# Listed records
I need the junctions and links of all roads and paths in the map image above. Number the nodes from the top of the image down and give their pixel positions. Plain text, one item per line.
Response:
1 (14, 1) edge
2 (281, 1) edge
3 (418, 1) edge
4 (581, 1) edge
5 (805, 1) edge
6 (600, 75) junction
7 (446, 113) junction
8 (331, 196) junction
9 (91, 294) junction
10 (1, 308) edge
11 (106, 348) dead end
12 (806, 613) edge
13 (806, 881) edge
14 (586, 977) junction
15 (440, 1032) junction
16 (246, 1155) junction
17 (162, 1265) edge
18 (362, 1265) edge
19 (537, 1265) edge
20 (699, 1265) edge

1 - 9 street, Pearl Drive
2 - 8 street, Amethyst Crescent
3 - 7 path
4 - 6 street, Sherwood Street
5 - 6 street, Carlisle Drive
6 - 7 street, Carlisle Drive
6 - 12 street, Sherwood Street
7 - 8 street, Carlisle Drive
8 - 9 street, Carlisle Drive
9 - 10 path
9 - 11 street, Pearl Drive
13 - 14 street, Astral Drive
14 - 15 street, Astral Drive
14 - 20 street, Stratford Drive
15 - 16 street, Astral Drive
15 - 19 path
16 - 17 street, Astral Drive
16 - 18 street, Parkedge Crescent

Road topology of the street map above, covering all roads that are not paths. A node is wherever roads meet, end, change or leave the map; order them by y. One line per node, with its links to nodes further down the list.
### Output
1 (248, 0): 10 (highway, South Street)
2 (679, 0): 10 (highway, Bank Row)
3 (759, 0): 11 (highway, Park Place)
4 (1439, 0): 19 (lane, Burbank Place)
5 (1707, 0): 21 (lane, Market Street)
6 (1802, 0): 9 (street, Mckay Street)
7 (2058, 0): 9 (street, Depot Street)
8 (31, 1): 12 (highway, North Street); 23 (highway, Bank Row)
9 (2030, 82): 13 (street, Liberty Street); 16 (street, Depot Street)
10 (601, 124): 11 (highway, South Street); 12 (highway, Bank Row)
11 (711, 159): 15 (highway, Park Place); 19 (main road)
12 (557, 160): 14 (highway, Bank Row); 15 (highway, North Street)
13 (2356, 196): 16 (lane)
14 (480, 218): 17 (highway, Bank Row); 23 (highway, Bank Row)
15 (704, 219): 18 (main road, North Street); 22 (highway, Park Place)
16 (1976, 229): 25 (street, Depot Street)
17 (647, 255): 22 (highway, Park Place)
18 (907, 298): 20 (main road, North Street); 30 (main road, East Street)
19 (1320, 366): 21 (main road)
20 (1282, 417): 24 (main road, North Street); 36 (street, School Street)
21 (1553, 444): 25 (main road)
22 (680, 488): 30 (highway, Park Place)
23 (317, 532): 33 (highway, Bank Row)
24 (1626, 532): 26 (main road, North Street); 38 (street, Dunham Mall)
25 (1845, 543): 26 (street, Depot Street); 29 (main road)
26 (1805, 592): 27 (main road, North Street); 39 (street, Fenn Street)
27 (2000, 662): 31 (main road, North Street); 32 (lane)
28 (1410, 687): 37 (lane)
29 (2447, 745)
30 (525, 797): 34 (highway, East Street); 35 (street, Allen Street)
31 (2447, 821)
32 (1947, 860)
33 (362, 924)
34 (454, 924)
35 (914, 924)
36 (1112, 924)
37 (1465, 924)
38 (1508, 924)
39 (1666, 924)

# Problem statement
Give back the data above exactly as it appears.

# Problem solution
I need the junctions and links of all roads and paths in the map image above. Number the nodes from the top of the image down and give their pixel positions. Plain text, one item per line.
Response:
1 (14, 1) edge
2 (281, 1) edge
3 (418, 1) edge
4 (581, 1) edge
5 (805, 1) edge
6 (600, 75) junction
7 (446, 113) junction
8 (331, 196) junction
9 (91, 294) junction
10 (1, 308) edge
11 (106, 348) dead end
12 (806, 613) edge
13 (806, 881) edge
14 (586, 977) junction
15 (440, 1032) junction
16 (246, 1155) junction
17 (162, 1265) edge
18 (362, 1265) edge
19 (537, 1265) edge
20 (699, 1265) edge

1 - 9 street, Pearl Drive
2 - 8 street, Amethyst Crescent
3 - 7 path
4 - 6 street, Sherwood Street
5 - 6 street, Carlisle Drive
6 - 7 street, Carlisle Drive
6 - 12 street, Sherwood Street
7 - 8 street, Carlisle Drive
8 - 9 street, Carlisle Drive
9 - 10 path
9 - 11 street, Pearl Drive
13 - 14 street, Astral Drive
14 - 15 street, Astral Drive
14 - 20 street, Stratford Drive
15 - 16 street, Astral Drive
15 - 19 path
16 - 17 street, Astral Drive
16 - 18 street, Parkedge Crescent

Road topology of the street map above, covering all roads that are not paths. A node is wherever roads meet, end, change or leave the map; order them by y. One line per node, with its links to nodes further down the list.
### Output
1 (248, 0): 10 (highway, South Street)
2 (679, 0): 10 (highway, Bank Row)
3 (759, 0): 11 (highway, Park Place)
4 (1439, 0): 19 (lane, Burbank Place)
5 (1707, 0): 21 (lane, Market Street)
6 (1802, 0): 9 (street, Mckay Street)
7 (2058, 0): 9 (street, Depot Street)
8 (31, 1): 12 (highway, North Street); 23 (highway, Bank Row)
9 (2030, 82): 13 (street, Liberty Street); 16 (street, Depot Street)
10 (601, 124): 11 (highway, South Street); 12 (highway, Bank Row)
11 (711, 159): 15 (highway, Park Place); 19 (main road)
12 (557, 160): 14 (highway, Bank Row); 15 (highway, North Street)
13 (2356, 196): 16 (lane)
14 (480, 218): 17 (highway, Bank Row); 23 (highway, Bank Row)
15 (704, 219): 18 (main road, North Street); 22 (highway, Park Place)
16 (1976, 229): 25 (street, Depot Street)
17 (647, 255): 22 (highway, Park Place)
18 (907, 298): 20 (main road, North Street); 30 (main road, East Street)
19 (1320, 366): 21 (main road)
20 (1282, 417): 24 (main road, North Street); 36 (street, School Street)
21 (1553, 444): 25 (main road)
22 (680, 488): 30 (highway, Park Place)
23 (317, 532): 33 (highway, Bank Row)
24 (1626, 532): 26 (main road, North Street); 38 (street, Dunham Mall)
25 (1845, 543): 26 (street, Depot Street); 29 (main road)
26 (1805, 592): 27 (main road, North Street); 39 (street, Fenn Street)
27 (2000, 662): 31 (main road, North Street); 32 (lane)
28 (1410, 687): 37 (lane)
29 (2447, 745)
30 (525, 797): 34 (highway, East Street); 35 (street, Allen Street)
31 (2447, 821)
32 (1947, 860)
33 (362, 924)
34 (454, 924)
35 (914, 924)
36 (1112, 924)
37 (1465, 924)
38 (1508, 924)
39 (1666, 924)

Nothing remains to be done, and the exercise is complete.